The cost of land rented or purchased for ROW also varied. Based on estimates provided by the Bureau of Land Management (BLM) for its 12 zones, rental costs ranged from $9 per acre per year to $3,449 per acre per year. Purchase cost ranged from $85 to $34,141 per acre. Notably, the BLM estimates include the ROW cost for all types of land within each zone, not just lands administered by BLM. 

Substation and other costs 

The draft report also included estimated base costs for new substations at $1.6m for a 230-kV substation, $2.1m for a 345-kV facility, and $2.5m for a 500-kV substation. Line/transformer position costs, transformer capital costs, and reactive components including shunt reactors, series capacitors, and static var compensators (SVC) all added to the base cost.

The cost of an HVDC 500-kV converter station was estimated at $445m.  
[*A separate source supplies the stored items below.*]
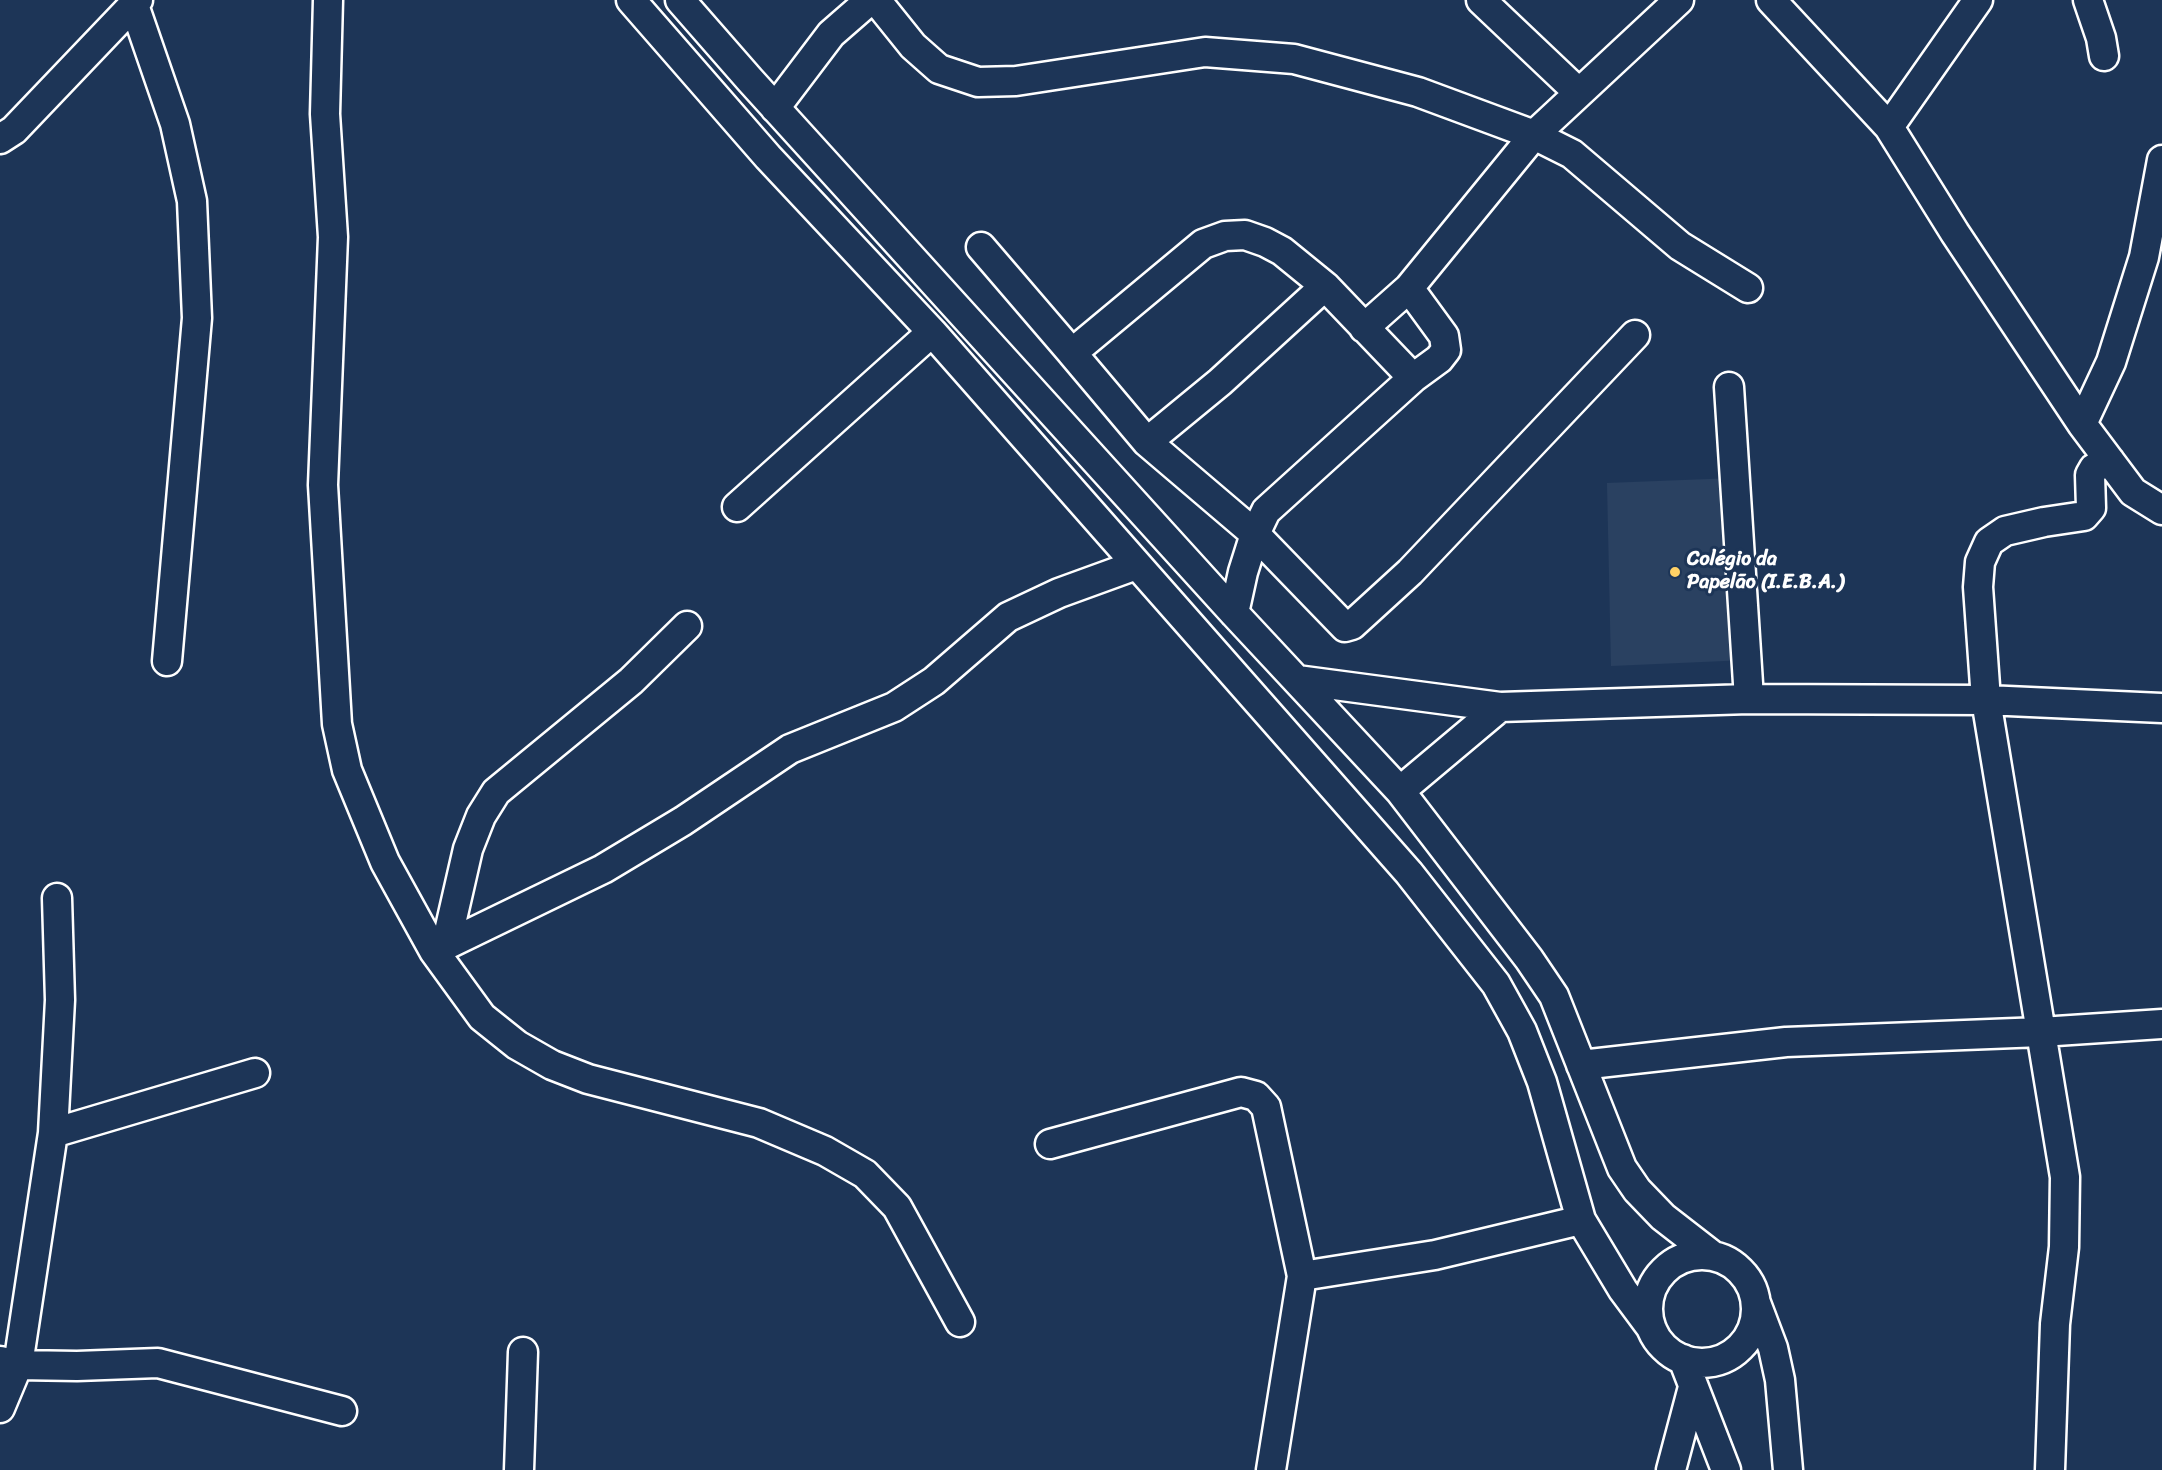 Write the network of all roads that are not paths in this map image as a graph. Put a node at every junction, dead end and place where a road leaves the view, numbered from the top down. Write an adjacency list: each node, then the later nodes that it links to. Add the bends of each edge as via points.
1 (328, 0): 46 (street, via 325,114 333,237 323,485 337,724 347,770 385,862)
2 (632, 0): 24 (street, via 768,157)
3 (680, 0): 14 (street)
4 (870, 0): 14 (street, via 831,34)
5 (876, 0): 16 (street, via 913,46 939,69 978,82 1016,81 1204,52 1282,58 1418,92)
6 (1481, 0): 13 (street)
7 (1679, 0): 13 (street)
8 (1771, 0): 15 (street)
9 (1978, 0): 15 (street)
10 (2088, 0): 12 (street)
11 (136, 3): 17 (street, via 14,130); 38 (street, via 175,124 192,201 197,318)
12 (2104, 56)
13 (1579, 93): 16 (street)
14 (775, 108): 36 (street)
15 (1889, 127): 29 (street)
16 (1534, 135): 21 (street); 22 (street, via 1572,154 1680,246)
17 (0, 139)
18 (2162, 160): 29 (street, via 2144,257 2111,362)
19 (981, 247): 26 (street)
20 (1325, 286): 23 (street); 26 (street, via 1282,250 1266,242 1245,235 1225,236 1203,244); 30 (street)
21 (1409, 288): 23 (street); 27 (street, via 1446,343 1439,359)
22 (1748, 288)
23 (1364, 328): 27 (street)
24 (932, 332): 32 (street); 35 (street)
25 (1635, 335): 34 (street, via 1410,572 1348,627)
26 (1072, 352): 30 (street)
27 (1413, 378): 34 (street, via 1266,511)
28 (1729, 387): 40 (street)
29 (2082, 424): 31 (street)
30 (1147, 442): 34 (street)
31 (2110, 461): 33 (street, via 2133,492); 41 (street, via 2094,468 2090,475 2091,508 2084,516 2005,531 1989,542 1980,562 1978,587)
32 (737, 507)
33 (2162, 510)
34 (1256, 534): 36 (street)
35 (1136, 566): 46 (street, via 1059,593 1008,617 934,681 894,707 790,749 603,869); 53 (street, via 1409,873 1496,984 1522,1031 1542,1082)
36 (1234, 613): 39 (street)
37 (687, 626): 46 (street, via 631,681 496,792 468,849)
38 (167, 661)
39 (1297, 680): 42 (street); 44 (street)
40 (1749, 699): 41 (street); 42 (street)
41 (1986, 700): 43 (street); 48 (street)
42 (1500, 706): 44 (street)
43 (2162, 708)
44 (1400, 791): 49 (street, via 1554,996)
45 (57, 898): 51 (street, via 60,1000)
46 (440, 948): 57 (street, via 482,1017 552,1065 588,1079 759,1123 825,1151 865,1174 897,1207)
47 (2162, 1024): 48 (street)
48 (2041, 1032): 49 (street, via 1786,1042); 70 (street, via 2065,1177)
49 (1581, 1065): 54 (street, via 1622,1168 1637,1190 1663,1217)
50 (255, 1073): 51 (street)
51 (53, 1133): 61 (street)
52 (1050, 1144): 55 (street, via 1241,1092 1256,1096 1266,1107)
53 (1581, 1220): 55 (street, via 1435,1255); 58 (street, via 1623,1290)
54 (1712, 1256): 56 (street, via 1742,1272); 58 (street, via 1683,1258 1660,1274 1648,1300)
55 (1302, 1276): 66 (street)
56 (1756, 1303): 60 (street, via 1749,1335 1735,1352 1715,1361); 69 (street, via 1780,1380)
57 (960, 1322)
58 (1652, 1329): 60 (street, via 1664,1347)
59 (523, 1352): 65 (street)
60 (1683, 1359): 62 (street)
61 (9, 1363): 63 (street); 64 (street, via 158,1363)
62 (1693, 1387): 67 (street); 68 (street)
63 (0, 1408)
64 (342, 1411)
65 (519, 1470)
66 (1271, 1470)
67 (1671, 1470)
68 (1726, 1470)
69 (1788, 1470)
70 (2050, 1470)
Because the transmission and substation costs described in the draft report were given as “overnight” costs —  i.e. the cost if the project could be engineered, procured and constructed overnight without any financing costs — the report also contained estimates for allowable funds used during construction (AFUDC) and overhead costs. 

Such costs varied widely between investor owned utilities (IOUs), public utilities, and independent project developers. 

While Black & Veatch estimated each category at 10% for independent developers, data obtained from NV Energy/PacifiCorp and BPA revealed that BPA’s AFUCD cost was 4.1%, while its overhead cost was 23%. By contrast, NV Energy/PacifiCorp reported 8.6% AFUDC and 6.2% overhead cost. As a result, the report recommended an average of 7.5% AFUDC and 10% overhead for planning purposes.

The firm said the costs included in its report are believed to “reasonably represent the cost to develop transmission and substation facilities in the WECC region.” However, the company added that it was imperative to note that transmission lines and substations are all unique, “and the cost of a specific line or substation may be vastly different than the costs provided here due to a variety of factors.”

The recommendations will be considered at WECC’s technical advisory subcommittee (TAS) meeting Oct. 29. Pending TAS’s recommendation for approval, the cost recommendations will be considered by TEPPC at its meeting Oct. 31.

SCE is a subsidiary of Edison International (NYSE:EIX).

SDG&E is a subsidiary of Sempra Energy (NYSE:SRE).

PG&E is a subsidiary of PG&E (NYSE:PCG).